* _Task_:
Check the listing below for lines that hold "dead". How many are there? Please give only the number.
----------
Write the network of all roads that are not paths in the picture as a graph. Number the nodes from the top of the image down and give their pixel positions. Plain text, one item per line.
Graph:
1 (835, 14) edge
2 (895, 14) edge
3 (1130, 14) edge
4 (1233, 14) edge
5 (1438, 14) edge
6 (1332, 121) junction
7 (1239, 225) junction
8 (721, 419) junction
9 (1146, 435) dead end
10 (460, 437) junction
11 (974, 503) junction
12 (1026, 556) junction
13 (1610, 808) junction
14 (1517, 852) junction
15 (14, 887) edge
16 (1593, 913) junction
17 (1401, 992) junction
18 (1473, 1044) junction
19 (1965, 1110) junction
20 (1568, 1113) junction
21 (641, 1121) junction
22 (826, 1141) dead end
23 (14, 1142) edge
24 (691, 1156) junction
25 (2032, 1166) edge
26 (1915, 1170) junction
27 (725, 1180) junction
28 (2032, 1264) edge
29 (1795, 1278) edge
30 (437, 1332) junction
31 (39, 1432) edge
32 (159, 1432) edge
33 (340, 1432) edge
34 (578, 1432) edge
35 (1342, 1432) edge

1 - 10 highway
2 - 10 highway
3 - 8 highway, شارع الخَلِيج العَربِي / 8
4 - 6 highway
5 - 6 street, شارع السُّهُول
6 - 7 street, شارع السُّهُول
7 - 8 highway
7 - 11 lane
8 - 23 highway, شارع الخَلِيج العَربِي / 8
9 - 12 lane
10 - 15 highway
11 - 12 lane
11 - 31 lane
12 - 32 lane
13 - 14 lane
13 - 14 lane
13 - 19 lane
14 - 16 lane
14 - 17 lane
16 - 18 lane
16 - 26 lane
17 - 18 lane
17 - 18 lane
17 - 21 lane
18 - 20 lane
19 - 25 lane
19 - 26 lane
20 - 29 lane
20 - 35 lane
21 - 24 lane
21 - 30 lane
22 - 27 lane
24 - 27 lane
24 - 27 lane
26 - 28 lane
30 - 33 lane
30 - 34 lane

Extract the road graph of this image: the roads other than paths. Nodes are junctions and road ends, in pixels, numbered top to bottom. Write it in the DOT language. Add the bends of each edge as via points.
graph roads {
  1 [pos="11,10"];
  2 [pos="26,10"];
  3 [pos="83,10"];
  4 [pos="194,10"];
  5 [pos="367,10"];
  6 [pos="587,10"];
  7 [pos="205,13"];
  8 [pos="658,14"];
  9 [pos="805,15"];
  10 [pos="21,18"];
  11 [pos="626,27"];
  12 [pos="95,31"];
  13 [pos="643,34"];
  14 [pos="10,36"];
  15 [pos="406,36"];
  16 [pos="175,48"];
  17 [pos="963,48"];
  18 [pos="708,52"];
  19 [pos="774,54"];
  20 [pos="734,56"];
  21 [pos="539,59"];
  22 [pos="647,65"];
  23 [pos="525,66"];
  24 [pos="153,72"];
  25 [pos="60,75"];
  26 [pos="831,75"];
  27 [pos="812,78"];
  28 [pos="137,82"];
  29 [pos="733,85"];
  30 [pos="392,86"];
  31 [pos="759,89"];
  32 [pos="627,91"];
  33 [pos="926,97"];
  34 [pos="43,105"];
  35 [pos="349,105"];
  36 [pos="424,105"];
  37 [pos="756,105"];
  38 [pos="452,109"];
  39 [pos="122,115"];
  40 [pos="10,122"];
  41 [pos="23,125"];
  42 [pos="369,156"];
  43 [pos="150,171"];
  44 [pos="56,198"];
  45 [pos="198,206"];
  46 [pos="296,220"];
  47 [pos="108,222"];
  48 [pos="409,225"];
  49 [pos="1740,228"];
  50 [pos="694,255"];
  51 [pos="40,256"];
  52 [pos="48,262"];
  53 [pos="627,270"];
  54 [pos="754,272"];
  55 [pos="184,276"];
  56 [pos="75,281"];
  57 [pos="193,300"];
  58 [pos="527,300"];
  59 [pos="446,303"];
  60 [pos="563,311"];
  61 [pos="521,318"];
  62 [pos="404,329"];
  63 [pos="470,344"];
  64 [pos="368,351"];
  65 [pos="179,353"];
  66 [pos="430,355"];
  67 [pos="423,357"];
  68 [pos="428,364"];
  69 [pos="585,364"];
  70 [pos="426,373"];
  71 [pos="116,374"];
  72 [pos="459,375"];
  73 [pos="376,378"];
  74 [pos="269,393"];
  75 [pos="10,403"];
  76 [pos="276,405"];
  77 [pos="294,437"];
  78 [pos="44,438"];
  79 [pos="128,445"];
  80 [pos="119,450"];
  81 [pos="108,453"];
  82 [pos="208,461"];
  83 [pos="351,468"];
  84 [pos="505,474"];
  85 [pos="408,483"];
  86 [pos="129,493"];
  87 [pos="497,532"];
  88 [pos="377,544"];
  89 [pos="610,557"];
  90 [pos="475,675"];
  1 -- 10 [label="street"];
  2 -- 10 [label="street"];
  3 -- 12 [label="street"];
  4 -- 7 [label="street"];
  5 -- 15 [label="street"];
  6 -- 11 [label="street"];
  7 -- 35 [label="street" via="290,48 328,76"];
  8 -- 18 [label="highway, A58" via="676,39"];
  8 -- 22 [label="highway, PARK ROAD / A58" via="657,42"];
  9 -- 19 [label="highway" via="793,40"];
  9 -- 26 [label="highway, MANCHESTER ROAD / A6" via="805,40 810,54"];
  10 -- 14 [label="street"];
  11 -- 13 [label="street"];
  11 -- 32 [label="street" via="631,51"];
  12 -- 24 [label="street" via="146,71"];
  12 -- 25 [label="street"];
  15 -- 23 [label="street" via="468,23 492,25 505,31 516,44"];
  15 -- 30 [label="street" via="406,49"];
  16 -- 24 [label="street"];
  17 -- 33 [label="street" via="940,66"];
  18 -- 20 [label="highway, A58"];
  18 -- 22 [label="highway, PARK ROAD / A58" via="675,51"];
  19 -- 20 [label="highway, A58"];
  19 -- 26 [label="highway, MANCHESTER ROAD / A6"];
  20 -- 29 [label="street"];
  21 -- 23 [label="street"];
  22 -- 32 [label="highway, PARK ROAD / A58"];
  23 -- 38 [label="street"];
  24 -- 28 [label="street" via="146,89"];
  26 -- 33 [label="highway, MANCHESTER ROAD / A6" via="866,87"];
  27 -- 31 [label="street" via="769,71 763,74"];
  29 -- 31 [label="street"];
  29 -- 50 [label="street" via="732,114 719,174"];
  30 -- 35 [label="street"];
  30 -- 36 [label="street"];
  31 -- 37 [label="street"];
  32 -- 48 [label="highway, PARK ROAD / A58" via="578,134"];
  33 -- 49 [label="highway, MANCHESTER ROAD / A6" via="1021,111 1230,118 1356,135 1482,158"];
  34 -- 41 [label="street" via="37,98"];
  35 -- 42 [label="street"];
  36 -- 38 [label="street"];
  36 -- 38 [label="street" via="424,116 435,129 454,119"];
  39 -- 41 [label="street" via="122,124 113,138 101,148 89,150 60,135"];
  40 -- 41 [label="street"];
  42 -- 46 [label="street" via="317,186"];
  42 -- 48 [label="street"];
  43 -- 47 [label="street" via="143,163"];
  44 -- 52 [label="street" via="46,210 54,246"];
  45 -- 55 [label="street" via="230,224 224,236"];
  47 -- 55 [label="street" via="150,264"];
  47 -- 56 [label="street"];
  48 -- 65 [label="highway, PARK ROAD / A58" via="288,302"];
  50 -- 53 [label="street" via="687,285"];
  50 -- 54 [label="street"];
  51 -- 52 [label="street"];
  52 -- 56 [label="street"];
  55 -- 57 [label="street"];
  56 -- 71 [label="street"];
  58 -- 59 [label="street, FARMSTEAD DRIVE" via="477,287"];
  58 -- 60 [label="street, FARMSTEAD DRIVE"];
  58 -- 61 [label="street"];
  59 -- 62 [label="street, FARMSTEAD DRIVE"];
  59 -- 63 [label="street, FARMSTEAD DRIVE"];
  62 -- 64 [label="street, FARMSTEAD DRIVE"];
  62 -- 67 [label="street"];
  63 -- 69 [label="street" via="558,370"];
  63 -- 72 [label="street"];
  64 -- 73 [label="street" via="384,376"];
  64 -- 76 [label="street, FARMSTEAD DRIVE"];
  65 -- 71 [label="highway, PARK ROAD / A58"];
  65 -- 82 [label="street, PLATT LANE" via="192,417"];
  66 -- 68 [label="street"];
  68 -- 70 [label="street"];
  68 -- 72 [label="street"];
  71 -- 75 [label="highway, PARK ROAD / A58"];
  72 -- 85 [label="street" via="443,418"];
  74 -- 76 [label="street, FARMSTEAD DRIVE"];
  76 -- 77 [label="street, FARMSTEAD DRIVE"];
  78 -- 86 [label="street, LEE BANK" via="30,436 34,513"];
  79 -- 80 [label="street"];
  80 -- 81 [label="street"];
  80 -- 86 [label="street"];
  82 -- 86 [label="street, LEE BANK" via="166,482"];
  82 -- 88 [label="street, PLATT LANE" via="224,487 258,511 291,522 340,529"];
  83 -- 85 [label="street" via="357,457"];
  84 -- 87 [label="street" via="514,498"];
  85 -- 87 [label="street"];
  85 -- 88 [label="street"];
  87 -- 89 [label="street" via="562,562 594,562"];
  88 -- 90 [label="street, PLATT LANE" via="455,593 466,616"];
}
----------
* _Response area_:
2